Patch testing is not required for diagnosis
Nickel contact dermatitis is often suspected when patients present with an acute or sub-acute eruption characterized by erythema, vesicles, and scaling in a distribution corresponding to a metal contact allergen. Nickel allergy is one of the few types of allergic contact dermatitis where the history of exposure along with the signs and symptoms are so distinctive that patch testing is often not required.

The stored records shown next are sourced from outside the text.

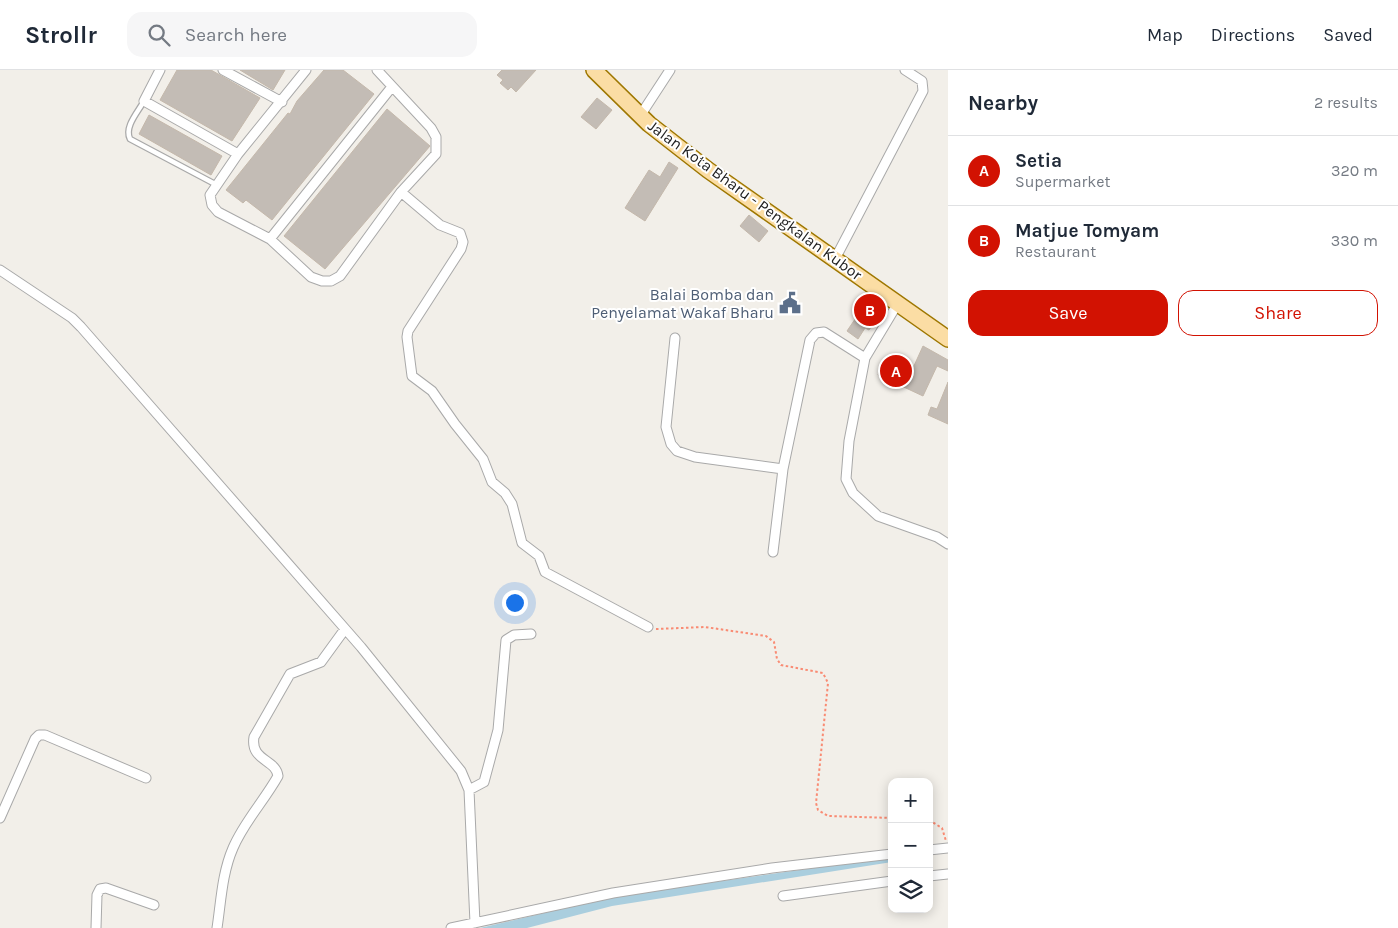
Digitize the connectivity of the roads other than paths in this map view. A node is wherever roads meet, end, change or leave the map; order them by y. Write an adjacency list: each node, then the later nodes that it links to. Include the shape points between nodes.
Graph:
1 (160, 70): 9 (street)
2 (223, 70): 10 (street)
3 (306, 70): 10 (street)
4 (377, 70): 8 (street)
5 (594, 70): 11 (main road, Jalan Kota Bharu - Pengkalan Kubor)
6 (670, 70): 11 (street)
7 (905, 70): 16 (street, via 922,81 923,91)
8 (392, 88): 14 (street, via 431,128 438,146 436,154); 15 (street)
9 (144, 101): 12 (street); 13 (lane, via 129,127 130,139)
10 (282, 102): 12 (street)
11 (640, 116): 16 (main road, Jalan Kota Bharu - Pengkalan Kubor, via 708,170)
12 (238, 154): 13 (street)
13 (215, 184): 15 (street, via 210,195 218,212)
14 (401, 192): 15 (street, via 340,276 331,281 311,277); 25 (street, via 440,225 456,230 463,240 461,250 408,331 412,376 432,391 483,459 492,482 506,493 512,504 522,543 539,556 545,572)
15 (270, 239)
16 (835, 259): 18 (main road, Jalan Kota Bharu - Pengkalan Kubor)
17 (0, 270): 26 (street, via 81,327)
18 (898, 303): 20 (main road, Jalan Kota Bharu - Pengkalan Kubor); 21 (street)
19 (675, 338): 22 (street, via 666,427 667,436 677,451 695,457)
20 (948, 339)
21 (864, 358): 22 (street, via 829,334 820,332 812,336); 23 (street, via 849,441 848,486 878,516)
22 (783, 469): 24 (street)
23 (948, 543)
24 (773, 552)
25 (648, 627)
26 (346, 629): 29 (street, via 462,771); 41 (street, via 321,662 290,674 254,737 257,754 275,768 278,776 233,848)
27 (531, 634): 29 (street, via 514,635 506,640 498,730 484,782)
28 (146, 778): 30 (street, via 39,735)
29 (469, 790): 39 (street)
30 (0, 818)
31 (948, 848): 32 (street)
32 (933, 850)
33 (888, 854): 39 (street, via 772,868 613,893)
34 (948, 874): 35 (street)
35 (933, 876)
36 (888, 882): 37 (street)
37 (783, 896)
38 (154, 906): 40 (street, via 106,888 100,889)
39 (475, 923): 42 (street)
40 (96, 928)
41 (217, 928)
42 (451, 928)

Amelioration of the rash associated with the withdrawal of the contactant serves as adequate confirmation of the diagnosis in many cases. A DMG test is a simple, inexpensive way to determine whether the object in question contains nickel. It can be used in the physician’s office or by the patient at home. Therefore, in some clinical situations, as in the presented cases, it is appropriate to make a presumptive diagnosis of nickel dermatitis, confirm the presence of nickel with a DMG test, remove the off ending metal item, treat with topical anti-inflammatory medications, and confirm the diagnosis by monitoring the patient’s response.
When patients do not respond to withdrawal of the suspected allergen and anti-inflammatory treatment, when multiple allergens are suspected, or when a definitive diagnosis is required for legal purposes, patch testing with nickel can confirm the diagnosis. In some cases, when the distribution of the rash is not distinctive, patch test screening may elicit a positive test to nickel that prompts the physician to investigate the source of the exposure.